→ **Your assignment**: Reproduce the entries that follow precisely, setting aside any images.

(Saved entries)

****

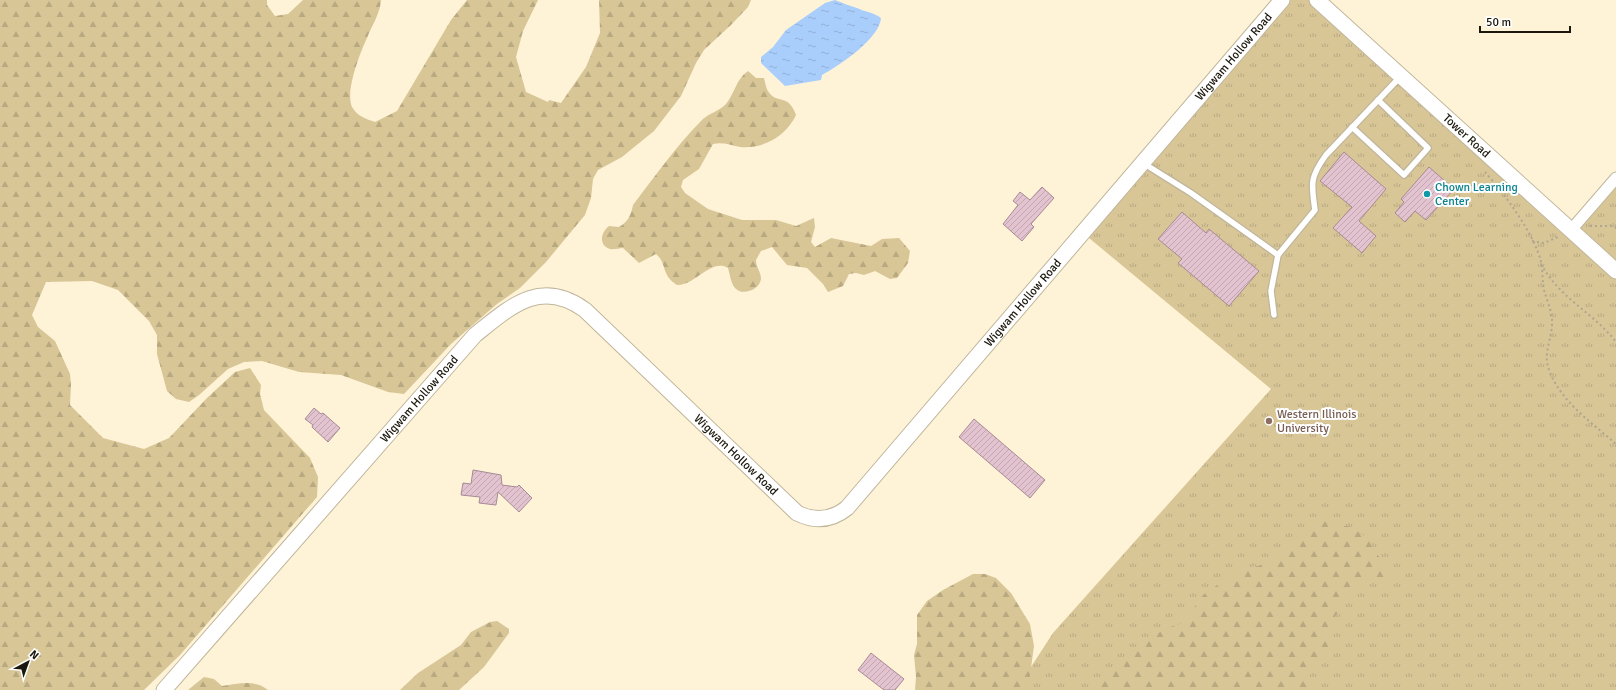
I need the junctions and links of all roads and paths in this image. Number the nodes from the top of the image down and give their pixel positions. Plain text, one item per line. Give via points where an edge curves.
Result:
1 (1282, 0) edge
2 (1317, 0) edge
3 (1401, 76) junction
4 (1378, 100) junction
5 (1352, 128) junction
6 (1143, 163) junction
7 (1485, 172) dead end
8 (1616, 178) edge
9 (1616, 224) edge
10 (1611, 226) junction
11 (1616, 228) edge
12 (1571, 230) junction
13 (1532, 241) junction
14 (1278, 255) junction
15 (1541, 263) junction
16 (1616, 271) edge
17 (1274, 315) dead end
18 (1616, 342) edge
19 (1616, 444) edge
20 (164, 690) edge

1 - 6 street, Wigwam Hollow Road
2 - 3 street, Tower Road
3 - 4 lane
3 - 12 street, Tower Road
4 - 5 lane
4 - 5 lane via 1428,148 1404,175
5 - 14 lane via 1317,167 1311,185 1315,210
6 - 14 lane via 1191,193
6 - 20 street, Wigwam Hollow Road via 847,508 828,518 817,519 798,513 576,304 566,299 543,295 518,304 475,335
7 - 13 path via 1507,199
8 - 12 street
9 - 10 path
10 - 11 path
10 - 12 path via 1595,225
12 - 13 path via 1544,243
12 - 16 street, Tower Road
13 - 15 path
14 - 17 lane via 1271,291
15 - 18 path via 1555,285
15 - 19 path via 1552,325 1546,358 1549,371 1574,407

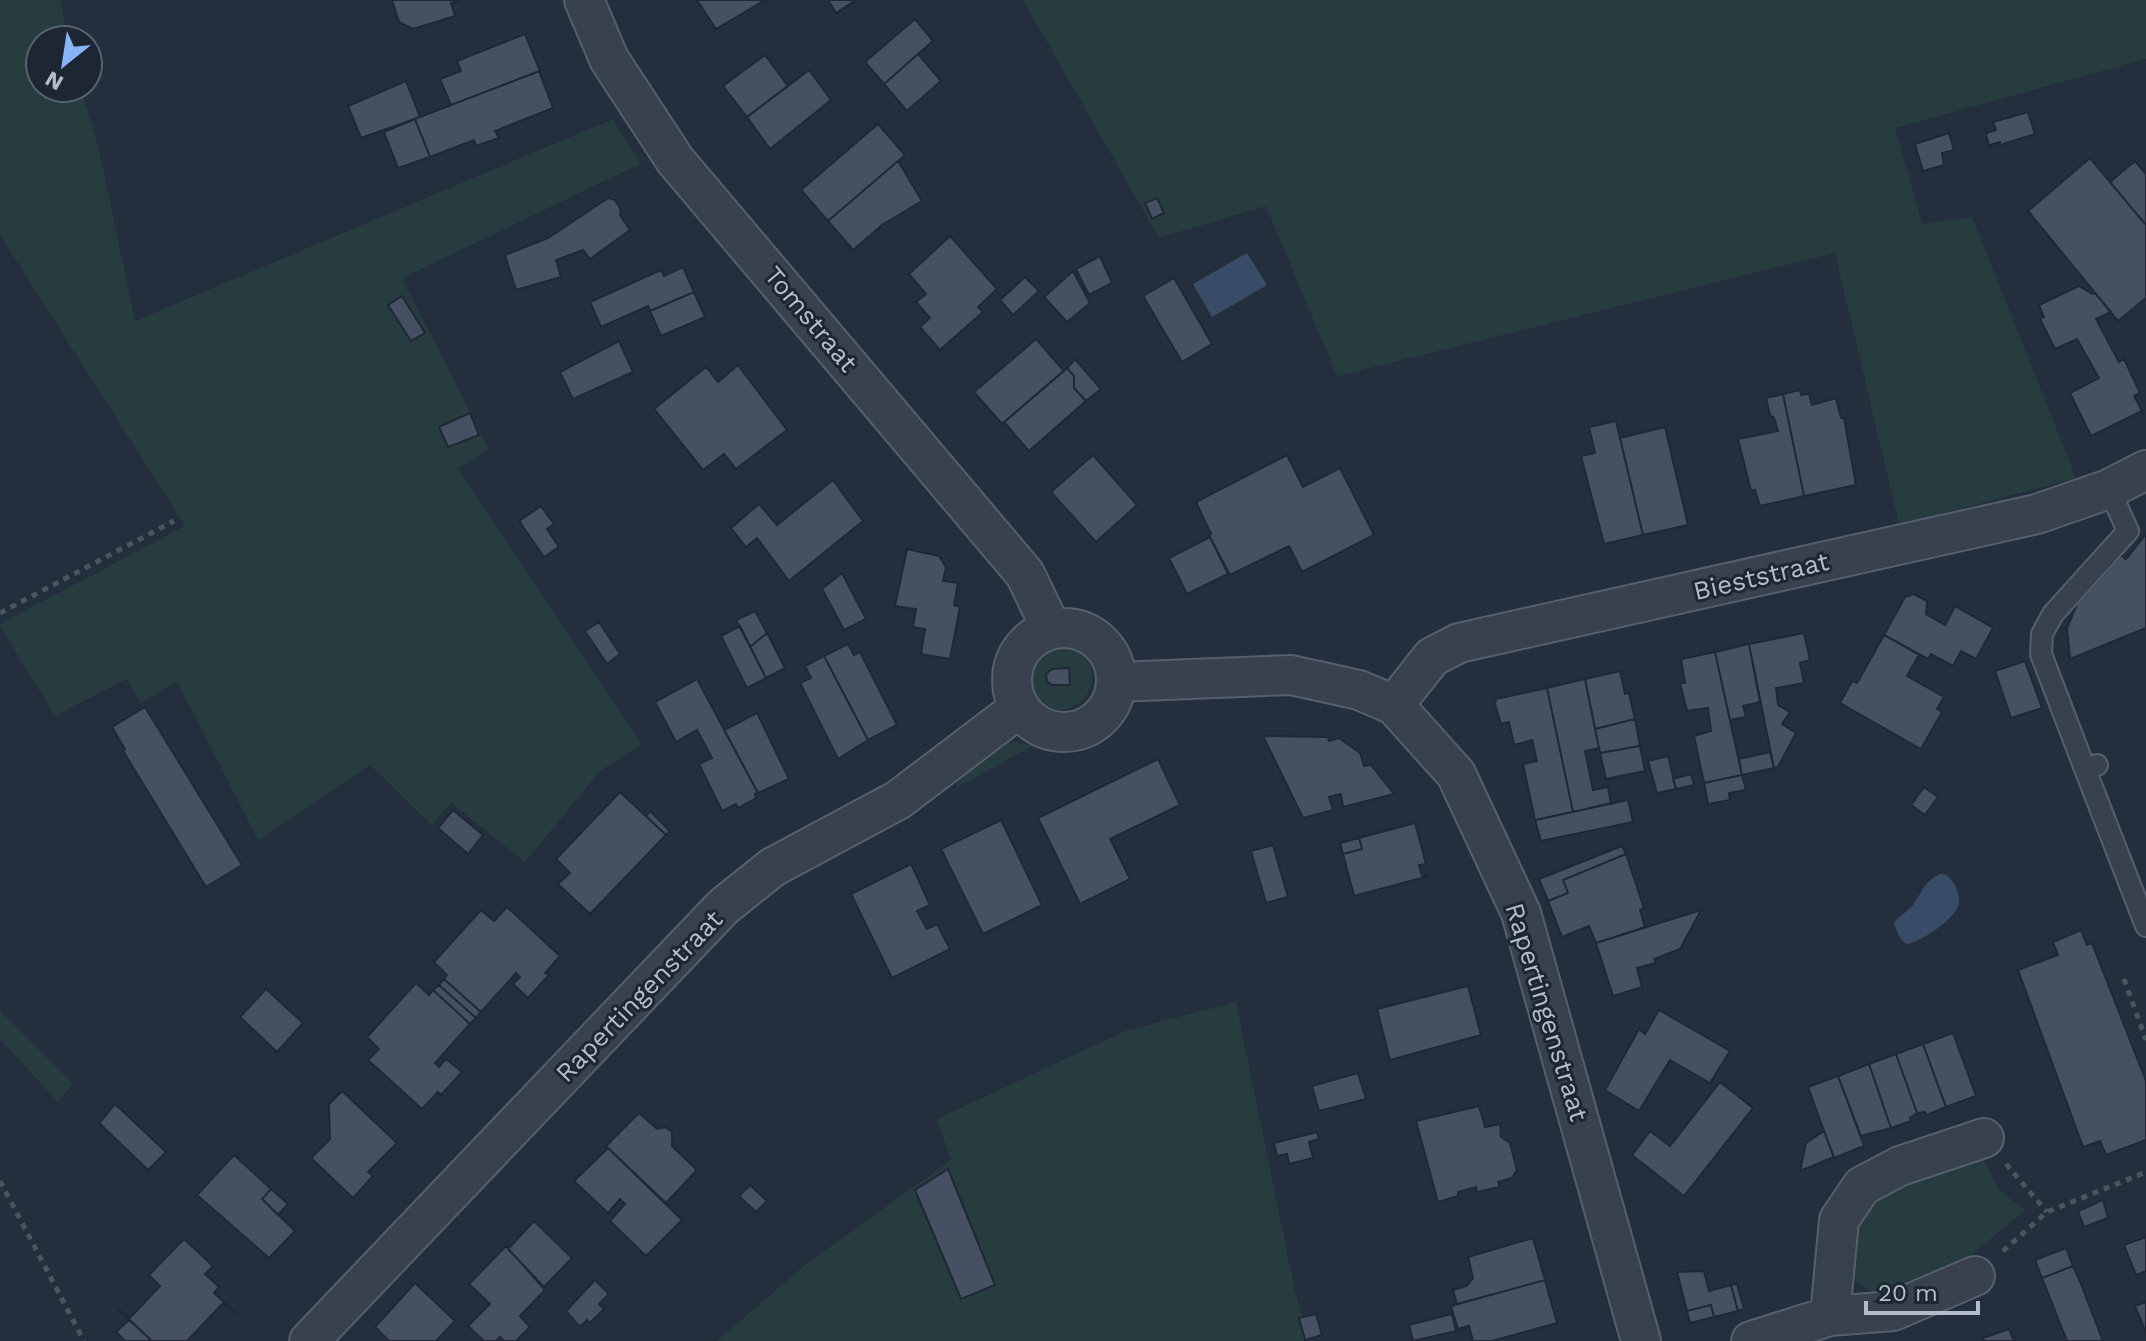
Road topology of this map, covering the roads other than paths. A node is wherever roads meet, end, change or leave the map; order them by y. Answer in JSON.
{"nodes":[{"id":1,"x":584,"y":0,"type":"edge"},
{"id":2,"x":2146,"y":470,"type":"edge"},
{"id":3,"x":2109,"y":489,"type":"junction"},
{"id":4,"x":1051,"y":628,"type":"junction"},
{"id":5,"x":1117,"y":682,"type":"junction"},
{"id":6,"x":1394,"y":705,"type":"junction"},
{"id":7,"x":1018,"y":709,"type":"junction"},
{"id":8,"x":2146,"y":926,"type":"edge"},
{"id":9,"x":1984,"y":1138,"type":"road end"},
{"id":10,"x":1975,"y":1276,"type":"road end"},
{"id":11,"x":1830,"y":1316,"type":"junction"},
{"id":12,"x":309,"y":1341,"type":"edge"},
{"id":13,"x":1641,"y":1341,"type":"edge"},
{"id":14,"x":1751,"y":1341,"type":"edge"}],
"edges":[{"from":1,"to":4,"type":"street","name":"Tomstraat"},
{"from":2,"to":3,"type":"street","name":"Bieststraat"},
{"from":3,"to":6,"type":"street","name":"Bieststraat"},
{"from":3,"to":8,"type":"lane"},
{"from":4,"to":5,"type":"street"},
{"from":4,"to":7,"type":"street"},
{"from":5,"to":6,"type":"street","name":"Rapertingenstraat"},
{"from":5,"to":7,"type":"street"},
{"from":6,"to":13,"type":"street","name":"Rapertingenstraat"},
{"from":7,"to":12,"type":"street","name":"Rapertingenstraat"},
{"from":9,"to":11,"type":"street"},
{"from":10,"to":11,"type":"street"},
{"from":11,"to":14,"type":"street"}]}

****

→ **Written reply**:
I need the junctions and links of all roads and paths in this image. Number the nodes from the top of the image down and give their pixel positions. Plain text, one item per line. Give via points where an edge curves.
Result:
1 (1282, 0) edge
2 (1317, 0) edge
3 (1401, 76) junction
4 (1378, 100) junction
5 (1352, 128) junction
6 (1143, 163) junction
7 (1485, 172) dead end
8 (1616, 178) edge
9 (1616, 224) edge
10 (1611, 226) junction
11 (1616, 228) edge
12 (1571, 230) junction
13 (1532, 241) junction
14 (1278, 255) junction
15 (1541, 263) junction
16 (1616, 271) edge
17 (1274, 315) dead end
18 (1616, 342) edge
19 (1616, 444) edge
20 (164, 690) edge

1 - 6 street, Wigwam Hollow Road
2 - 3 street, Tower Road
3 - 4 lane
3 - 12 street, Tower Road
4 - 5 lane
4 - 5 lane via 1428,148 1404,175
5 - 14 lane via 1317,167 1311,185 1315,210
6 - 14 lane via 1191,193
6 - 20 street, Wigwam Hollow Road via 847,508 828,518 817,519 798,513 576,304 566,299 543,295 518,304 475,335
7 - 13 path via 1507,199
8 - 12 street
9 - 10 path
10 - 11 path
10 - 12 path via 1595,225
12 - 13 path via 1544,243
12 - 16 street, Tower Road
13 - 15 path
14 - 17 lane via 1271,291
15 - 18 path via 1555,285
15 - 19 path via 1552,325 1546,358 1549,371 1574,407

Road topology of this map, covering the roads other than paths. A node is wherever roads meet, end, change or leave the map; order them by y. Answer in JSON.
{"nodes":[{"id":1,"x":584,"y":0,"type":"edge"},
{"id":2,"x":2146,"y":470,"type":"edge"},
{"id":3,"x":2109,"y":489,"type":"junction"},
{"id":4,"x":1051,"y":628,"type":"junction"},
{"id":5,"x":1117,"y":682,"type":"junction"},
{"id":6,"x":1394,"y":705,"type":"junction"},
{"id":7,"x":1018,"y":709,"type":"junction"},
{"id":8,"x":2146,"y":926,"type":"edge"},
{"id":9,"x":1984,"y":1138,"type":"road end"},
{"id":10,"x":1975,"y":1276,"type":"road end"},
{"id":11,"x":1830,"y":1316,"type":"junction"},
{"id":12,"x":309,"y":1341,"type":"edge"},
{"id":13,"x":1641,"y":1341,"type":"edge"},
{"id":14,"x":1751,"y":1341,"type":"edge"}],
"edges":[{"from":1,"to":4,"type":"street","name":"Tomstraat"},
{"from":2,"to":3,"type":"street","name":"Bieststraat"},
{"from":3,"to":6,"type":"street","name":"Bieststraat"},
{"from":3,"to":8,"type":"lane"},
{"from":4,"to":5,"type":"street"},
{"from":4,"to":7,"type":"street"},
{"from":5,"to":6,"type":"street","name":"Rapertingenstraat"},
{"from":5,"to":7,"type":"street"},
{"from":6,"to":13,"type":"street","name":"Rapertingenstraat"},
{"from":7,"to":12,"type":"street","name":"Rapertingenstraat"},
{"from":9,"to":11,"type":"street"},
{"from":10,"to":11,"type":"street"},
{"from":11,"to":14,"type":"street"}]}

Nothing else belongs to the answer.